--- Task directions ---
Your answer should be only the lines below from the one with "context.strokeStyle = color;" to the one with "M 872,114 L", repeated exactly, ends included.

Segment Start: Excerpted data

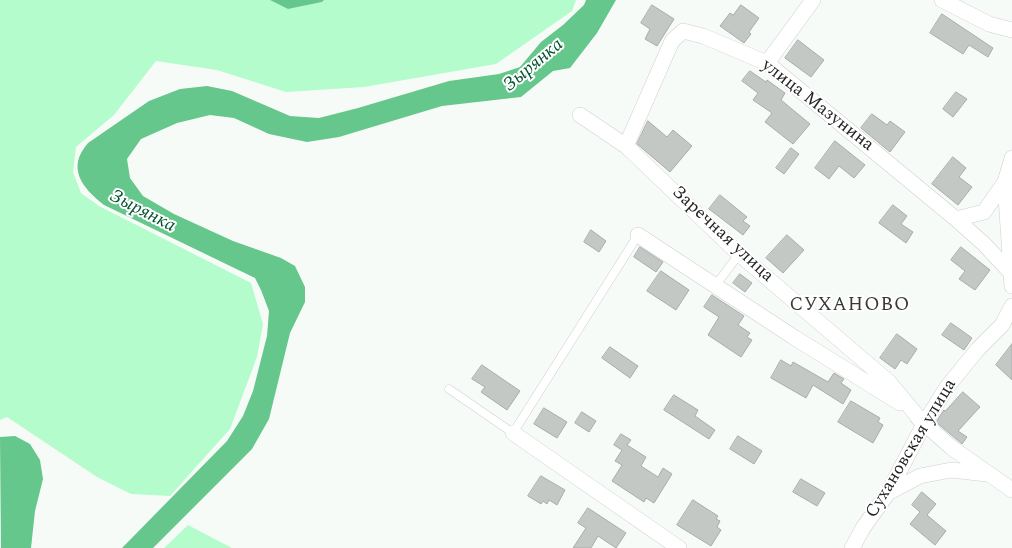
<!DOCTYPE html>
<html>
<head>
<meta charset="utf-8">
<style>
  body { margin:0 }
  canvas { display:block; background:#f7fbf8 }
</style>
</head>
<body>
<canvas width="1012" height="548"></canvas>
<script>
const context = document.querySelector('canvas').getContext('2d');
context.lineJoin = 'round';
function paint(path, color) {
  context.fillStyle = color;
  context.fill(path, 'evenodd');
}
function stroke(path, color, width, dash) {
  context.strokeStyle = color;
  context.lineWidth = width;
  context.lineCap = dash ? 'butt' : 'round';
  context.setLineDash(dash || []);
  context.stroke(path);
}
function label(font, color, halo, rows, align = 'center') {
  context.font = font + ' Spectral,serif';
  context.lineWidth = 4;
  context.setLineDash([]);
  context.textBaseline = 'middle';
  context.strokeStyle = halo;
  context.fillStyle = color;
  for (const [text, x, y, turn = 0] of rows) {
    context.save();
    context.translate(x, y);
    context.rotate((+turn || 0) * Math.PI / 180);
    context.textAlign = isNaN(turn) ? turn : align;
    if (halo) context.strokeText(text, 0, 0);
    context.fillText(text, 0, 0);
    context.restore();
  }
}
const green = new Path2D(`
  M 0,0 L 270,0 L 288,9 L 322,2 L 324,0 L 576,0 L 572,11 L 496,64 L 364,87 L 286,92 L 217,70 L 156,61 L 114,115 L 76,147 L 73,172 L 81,193 L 99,206 L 251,283 L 263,324 L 257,357 L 230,429 L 170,496 L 131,494 L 97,477 L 7,417 L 0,420 Z
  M 188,525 L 232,548 L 164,548 Z`);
const water = new Path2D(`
  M 270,0 L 324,0 L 322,2 L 288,9 Z
  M 586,0 L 616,0 L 597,33 L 570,68 L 553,71 L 521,97 L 442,106 L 339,137 L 307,142 L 269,134 L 234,118 L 210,115 L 177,123 L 141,139 L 127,159 L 130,178 L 143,196 L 174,214 L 233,241 L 281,258 L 295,266 L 305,287 L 305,302 L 290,333 L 269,419 L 252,449 L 153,548 L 122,548 L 227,441 L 243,416 L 253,391 L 267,336 L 269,311 L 261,290 L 255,278 L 104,205 C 82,188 66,168 88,143 L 149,101 L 180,89 L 207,86 L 232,91 L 290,116 L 319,118 L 358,108 L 449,81 L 499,74 L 520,67 L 541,42 L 563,25 L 584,5 Z
  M 15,436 L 30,444 L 40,460 L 43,479 L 35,511 L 31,548 L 1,548 L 0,437 Z`);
const building = new Path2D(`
  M 652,5 L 674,19 L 657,46 L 645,39 L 650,29 L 641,23 Z
  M 741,5 L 759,18 L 749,32 L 751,34 L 744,43 L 720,26 L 730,13 L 733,15 Z
  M 942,14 L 993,48 L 988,57 L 969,45 L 963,54 L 930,33 Z
  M 798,40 L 824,60 L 811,77 L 785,58 Z
  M 750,71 L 766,82 L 767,80 L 785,93 L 781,100 L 810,124 L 793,144 L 765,122 L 772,113 L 753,100 L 758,93 L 742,81 Z
  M 956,92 L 967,99 L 953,117 L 943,109 Z
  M 872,114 L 887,125 L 890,121 L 905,132 L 890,152 L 861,128 Z
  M 648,121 L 667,137 L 673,130 L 692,146 L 670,172 L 637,144 Z
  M 835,141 L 865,165 L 854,178 L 839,166 L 829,179 L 815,168 Z
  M 791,148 L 799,154 L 784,174 L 776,168 Z
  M 953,157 L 966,168 L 959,177 L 972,187 L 958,205 L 932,184 Z
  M 720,195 L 747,217 L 743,221 L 750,226 L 743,235 L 709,209 Z
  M 893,205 L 907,216 L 901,224 L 913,232 L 906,243 L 879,223 Z
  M 591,230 L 606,241 L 599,252 L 584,242 Z
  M 787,235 L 804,250 L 783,273 L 766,258 Z
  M 640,247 L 663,262 L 656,272 L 634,257 Z
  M 961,247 L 990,270 L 975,290 L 959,279 L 965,271 L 951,260 Z
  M 661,271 L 689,290 L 676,310 L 647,291 Z
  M 740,274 L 752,283 L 745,292 L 733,283 Z
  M 712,295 L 744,316 L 738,325 L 750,333 L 747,337 L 752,340 L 741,357 L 708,335 L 719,317 L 704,307 Z
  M 951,323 L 972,338 L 964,350 L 942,335 Z
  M 897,334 L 917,349 L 907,364 L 901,360 L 895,369 L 880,358 Z
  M 1012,344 L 1012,380 L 996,365 Z
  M 610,347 L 638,366 L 630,378 L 602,358 Z
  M 781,360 L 791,366 L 793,362 L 828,382 L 834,373 L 844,379 L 841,383 L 851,390 L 843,404 L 813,385 L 806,398 L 771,378 Z
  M 482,365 L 520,391 L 507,410 L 481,392 L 485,387 L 472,379 Z
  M 963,392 L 980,407 L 958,431 L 967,437 L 962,444 L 936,422 L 944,410 L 945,411 Z
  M 674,395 L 698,410 L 695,416 L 715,430 L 709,439 L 664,410 Z
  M 851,401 L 880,418 L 878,422 L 883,425 L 873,443 L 838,422 Z
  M 544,408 L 567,422 L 557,438 L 534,424 Z
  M 582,412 L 596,421 L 589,432 L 575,423 Z
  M 621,434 L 631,440 L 627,445 L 646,457 L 641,466 L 658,477 L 663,468 L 672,474 L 654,503 L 646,498 L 644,502 L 612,481 L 622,465 L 615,461 L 622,450 L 614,445 Z
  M 738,436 L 762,451 L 754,464 L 730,449 Z
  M 541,476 L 565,490 L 557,505 L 549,500 L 547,504 L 543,501 L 541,504 L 528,496 Z
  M 801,479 L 825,493 L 817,506 L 793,492 Z
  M 922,492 L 936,504 L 927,515 L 946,531 L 935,545 L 910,524 L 920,512 L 912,505 Z
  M 693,500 L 718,516 L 716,519 L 720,521 L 717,527 L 721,530 L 711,546 L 677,525 Z
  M 588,508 L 626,533 L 616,548 L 598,536 L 591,548 L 573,548 L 586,528 L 578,523 Z`);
const lane = new Path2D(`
  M 716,285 L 739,254
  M 449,389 L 513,433 L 638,235`);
const street = new Path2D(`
  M 942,0 L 989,24 L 1012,30
  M 767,63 L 813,0
  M 580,115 L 626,146 L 739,254 L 889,382 L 924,424
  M 626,146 L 672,41 L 683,31 L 703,36 L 767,63 L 956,219 L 984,244 L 1011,273
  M 1012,158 L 1005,182 L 1012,286
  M 956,219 L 984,212 L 1005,182
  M 638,235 L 795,338 L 900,403
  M 918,418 L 952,448 L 1012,490
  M 513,433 L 679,548
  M 888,493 L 920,476 L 951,470 L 987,474
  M 852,548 L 863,528 L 888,493 L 924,424 L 947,387 L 978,349 L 1002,325 L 1012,306`);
const streetNames = [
  ["улица Мазунина",817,106,38],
  ["Заречная улица",722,235,43],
  ["Сухановская улица",912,449,-59]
];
const waterNames = [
  ["Зырянка",534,66,-40],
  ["Зырянка",142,212,27]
];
const neighbourhoodNames = [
  ["СУХАНОВО",850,306]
];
paint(green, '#b5fccc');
paint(water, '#65c78b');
paint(building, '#c4c8c5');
stroke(building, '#a9adaa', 1);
stroke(lane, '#cdd0ce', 9);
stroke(street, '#cdd0ce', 16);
stroke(lane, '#fff', 8);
stroke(street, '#fff', 15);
label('18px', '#232423', '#fff', streetNames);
label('italic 19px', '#04542e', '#fff', waterNames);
context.letterSpacing = '1px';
label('19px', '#383a38', '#fff', neighbourhoodNames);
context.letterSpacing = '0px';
</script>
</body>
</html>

Segment End: Excerpted data

--- Task answer ---
  context.strokeStyle = color;
  context.lineWidth = width;
  context.lineCap = dash ? 'butt' : 'round';
  context.setLineDash(dash || []);
  context.stroke(path);
}
function label(font, color, halo, rows, align = 'center') {
  context.font = font + ' Spectral,serif';
  context.lineWidth = 4;
  context.setLineDash([]);
  context.textBaseline = 'middle';
  context.strokeStyle = halo;
  context.fillStyle = color;
  for (const [text, x, y, turn = 0] of rows) {
    context.save();
    context.translate(x, y);
    context.rotate((+turn || 0) * Math.PI / 180);
    context.textAlign = isNaN(turn) ? turn : align;
    if (halo) context.strokeText(text, 0, 0);
    context.fillText(text, 0, 0);
    context.restore();
  }
}
const green = new Path2D(`
  M 0,0 L 270,0 L 288,9 L 322,2 L 324,0 L 576,0 L 572,11 L 496,64 L 364,87 L 286,92 L 217,70 L 156,61 L 114,115 L 76,147 L 73,172 L 81,193 L 99,206 L 251,283 L 263,324 L 257,357 L 230,429 L 170,496 L 131,494 L 97,477 L 7,417 L 0,420 Z
  M 188,525 L 232,548 L 164,548 Z`);
const water = new Path2D(`
  M 270,0 L 324,0 L 322,2 L 288,9 Z
  M 586,0 L 616,0 L 597,33 L 570,68 L 553,71 L 521,97 L 442,106 L 339,137 L 307,142 L 269,134 L 234,118 L 210,115 L 177,123 L 141,139 L 127,159 L 130,178 L 143,196 L 174,214 L 233,241 L 281,258 L 295,266 L 305,287 L 305,302 L 290,333 L 269,419 L 252,449 L 153,548 L 122,548 L 227,441 L 243,416 L 253,391 L 267,336 L 269,311 L 261,290 L 255,278 L 104,205 C 82,188 66,168 88,143 L 149,101 L 180,89 L 207,86 L 232,91 L 290,116 L 319,118 L 358,108 L 449,81 L 499,74 L 520,67 L 541,42 L 563,25 L 584,5 Z
  M 15,436 L 30,444 L 40,460 L 43,479 L 35,511 L 31,548 L 1,548 L 0,437 Z`);
const building = new Path2D(`
  M 652,5 L 674,19 L 657,46 L 645,39 L 650,29 L 641,23 Z
  M 741,5 L 759,18 L 749,32 L 751,34 L 744,43 L 720,26 L 730,13 L 733,15 Z
  M 942,14 L 993,48 L 988,57 L 969,45 L 963,54 L 930,33 Z
  M 798,40 L 824,60 L 811,77 L 785,58 Z
  M 750,71 L 766,82 L 767,80 L 785,93 L 781,100 L 810,124 L 793,144 L 765,122 L 772,113 L 753,100 L 758,93 L 742,81 Z
  M 956,92 L 967,99 L 953,117 L 943,109 Z
  M 872,114 L 887,125 L 890,121 L 905,132 L 890,152 L 861,128 Z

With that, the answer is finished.